EXERCISE INSTRUCTIONS: All records below are to be transcribed exactly, with every picture left out.

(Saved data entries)
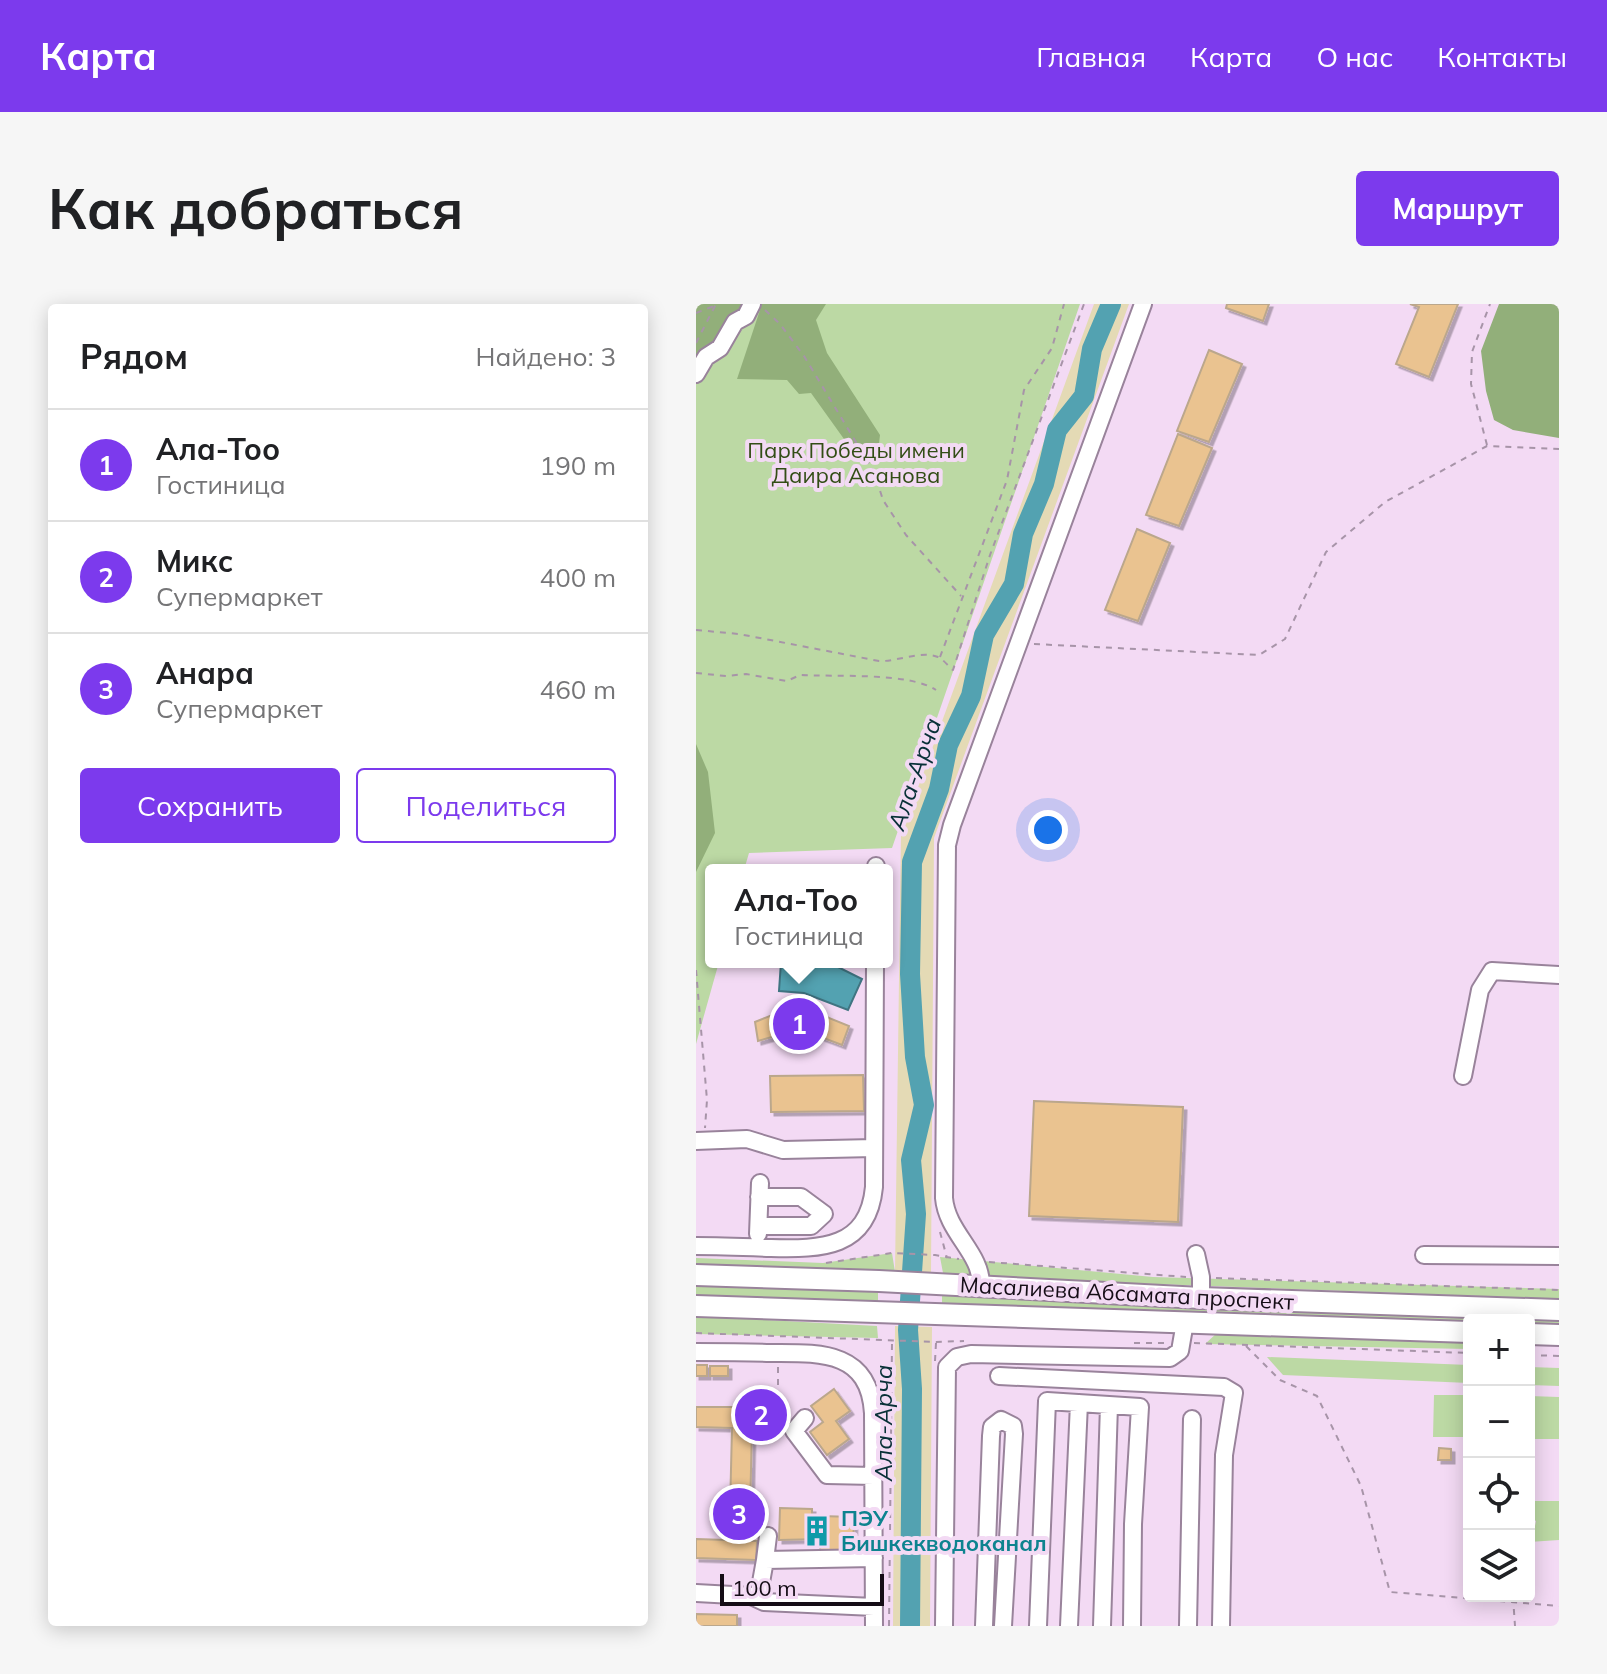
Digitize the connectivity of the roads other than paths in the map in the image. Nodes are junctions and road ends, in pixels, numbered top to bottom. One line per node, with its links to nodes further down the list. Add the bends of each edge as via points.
1 (752, 304): 3 (street)
2 (1143, 304): 16 (street, via 947,845 944,1198 949,1220 981,1272)
3 (696, 374)
4 (875, 968): 8 (street)
5 (1559, 975): 6 (street, via 1492,971 1480,990)
6 (1463, 1076)
7 (700, 1141): 8 (street, via 747,1139 783,1150)
8 (874, 1148): 11 (street, via 872,1205 854,1233 824,1248)
9 (759, 1226): 9 (street, via 759,1190 801,1197 824,1214 811,1226); 11 (street)
10 (696, 1246): 11 (street)
11 (758, 1247)
12 (1196, 1254): 17 (street)
13 (1424, 1255): 14 (street)
14 (1559, 1256)
15 (696, 1275): 16 (main road, Масалиева Абсамата проспект)
16 (981, 1286): 17 (main road, Масалиева Абсамата проспект)
17 (1201, 1288): 19 (main road, Масалиева Абсамата проспект)
18 (696, 1306): 20 (main road, Масалиева Абсамата проспект)
19 (1559, 1310)
20 (1185, 1322): 21 (main road, Масалиева Абсамата проспект); 38 (street, via 1180,1351 1170,1358 971,1354 952,1361 946,1373)
21 (1463, 1332)
22 (1535, 1334): 23 (main road)
23 (1559, 1335)
24 (696, 1352): 30 (street, via 821,1354 853,1367 871,1396)
25 (999, 1376): 46 (street, via 1224,1387 1234,1393 1224,1455)
26 (1079, 1403): 27 (street); 41 (street, via 1047,1401); 42 (street)
27 (1109, 1405): 43 (street); 44 (street, via 1140,1407)
28 (1192, 1419): 45 (street)
29 (799, 1424): 30 (street, via 827,1475)
30 (874, 1476): 32 (street)
31 (768, 1536): 33 (street)
32 (874, 1558): 33 (street); 36 (street)
33 (765, 1560): 35 (street)
34 (696, 1593): 35 (street)
35 (758, 1599): 36 (street)
36 (874, 1607): 37 (street)
37 (874, 1626)
38 (944, 1626)
39 (984, 1626): 40 (street, via 991,1436 1001,1420 1013,1426 1014,1434)
40 (1003, 1626)
41 (1038, 1626)
42 (1069, 1626)
43 (1102, 1626)
44 (1132, 1626)
45 (1188, 1626)
46 (1221, 1626)

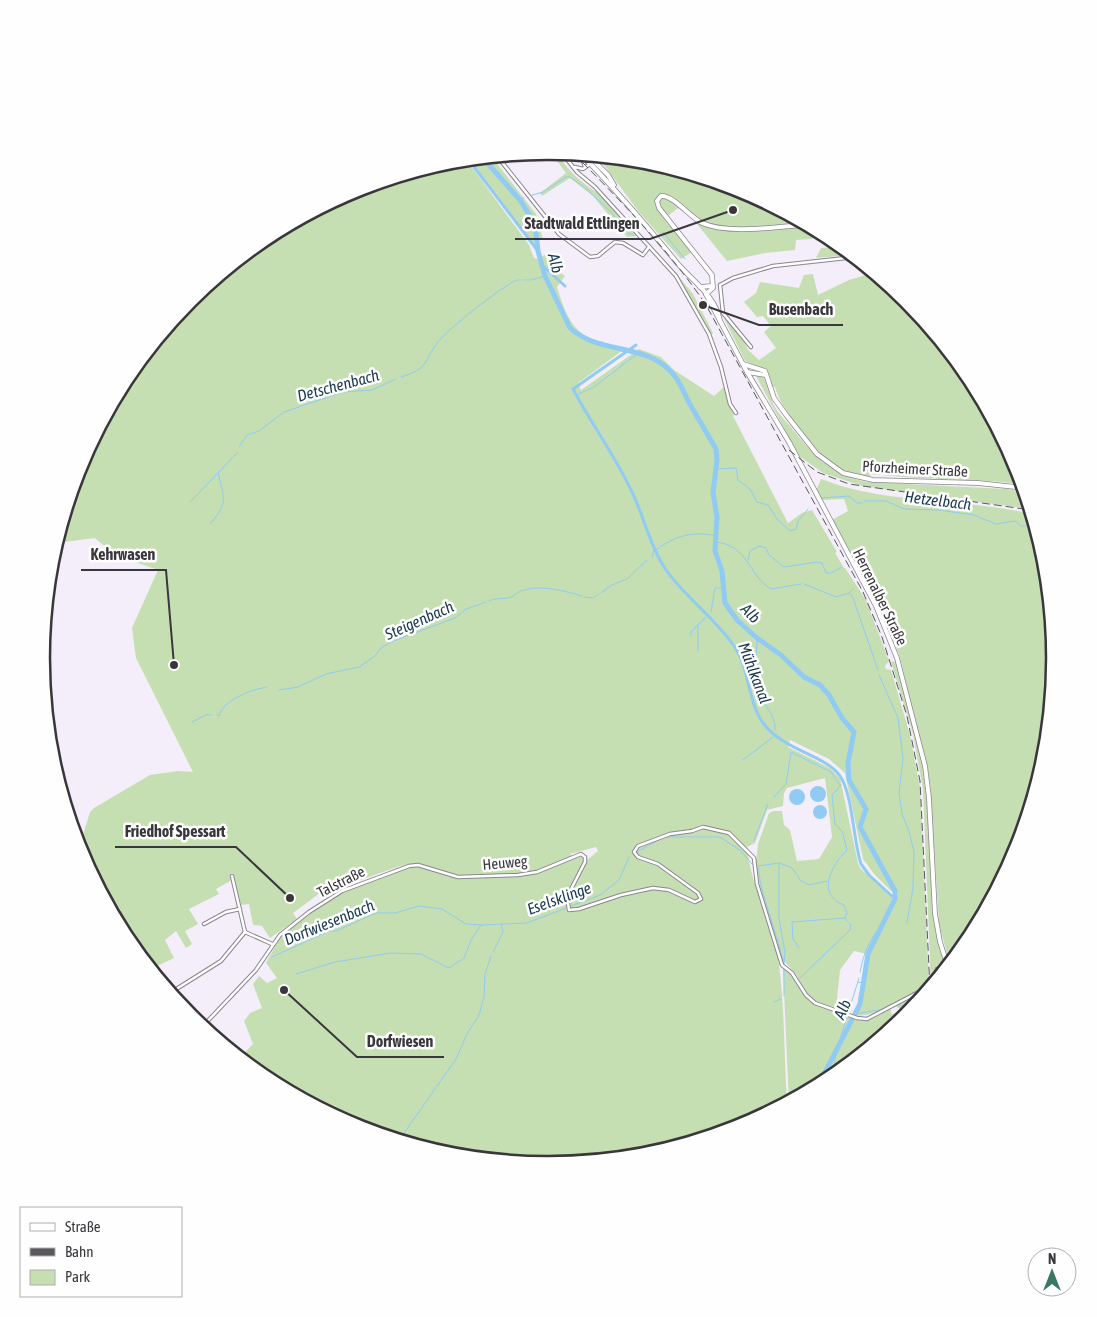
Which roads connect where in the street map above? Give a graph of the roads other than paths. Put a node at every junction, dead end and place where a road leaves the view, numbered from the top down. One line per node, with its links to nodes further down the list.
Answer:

ANSWER AREA:
Digitize the connectivity of the roads other than paths in the map in the image. Nodes are junctions and road ends, in pixels, numbered top to bottom. One line per node, with its links to nodes further down the list. Add the bends of each edge as via points.
1 (752, 304): 3 (street)
2 (1143, 304): 16 (street, via 947,845 944,1198 949,1220 981,1272)
3 (696, 374)
4 (875, 968): 8 (street)
5 (1559, 975): 6 (street, via 1492,971 1480,990)
6 (1463, 1076)
7 (700, 1141): 8 (street, via 747,1139 783,1150)
8 (874, 1148): 11 (street, via 872,1205 854,1233 824,1248)
9 (759, 1226): 9 (street, via 759,1190 801,1197 824,1214 811,1226); 11 (street)
10 (696, 1246): 11 (street)
11 (758, 1247)
12 (1196, 1254): 17 (street)
13 (1424, 1255): 14 (street)
14 (1559, 1256)
15 (696, 1275): 16 (main road, Масалиева Абсамата проспект)
16 (981, 1286): 17 (main road, Масалиева Абсамата проспект)
17 (1201, 1288): 19 (main road, Масалиева Абсамата проспект)
18 (696, 1306): 20 (main road, Масалиева Абсамата проспект)
19 (1559, 1310)
20 (1185, 1322): 21 (main road, Масалиева Абсамата проспект); 38 (street, via 1180,1351 1170,1358 971,1354 952,1361 946,1373)
21 (1463, 1332)
22 (1535, 1334): 23 (main road)
23 (1559, 1335)
24 (696, 1352): 30 (street, via 821,1354 853,1367 871,1396)
25 (999, 1376): 46 (street, via 1224,1387 1234,1393 1224,1455)
26 (1079, 1403): 27 (street); 41 (street, via 1047,1401); 42 (street)
27 (1109, 1405): 43 (street); 44 (street, via 1140,1407)
28 (1192, 1419): 45 (street)
29 (799, 1424): 30 (street, via 827,1475)
30 (874, 1476): 32 (street)
31 (768, 1536): 33 (street)
32 (874, 1558): 33 (street); 36 (street)
33 (765, 1560): 35 (street)
34 (696, 1593): 35 (street)
35 (758, 1599): 36 (street)
36 (874, 1607): 37 (street)
37 (874, 1626)
38 (944, 1626)
39 (984, 1626): 40 (street, via 991,1436 1001,1420 1013,1426 1014,1434)
40 (1003, 1626)
41 (1038, 1626)
42 (1069, 1626)
43 (1102, 1626)
44 (1132, 1626)
45 (1188, 1626)
46 (1221, 1626)

Which roads connect where in the street map above? Give a graph of the roads other than paths. Put a node at every junction, dead end and place where a road leaves the view, numbered from the top down. One line per node, with its links to nodes further down the list.
Answer:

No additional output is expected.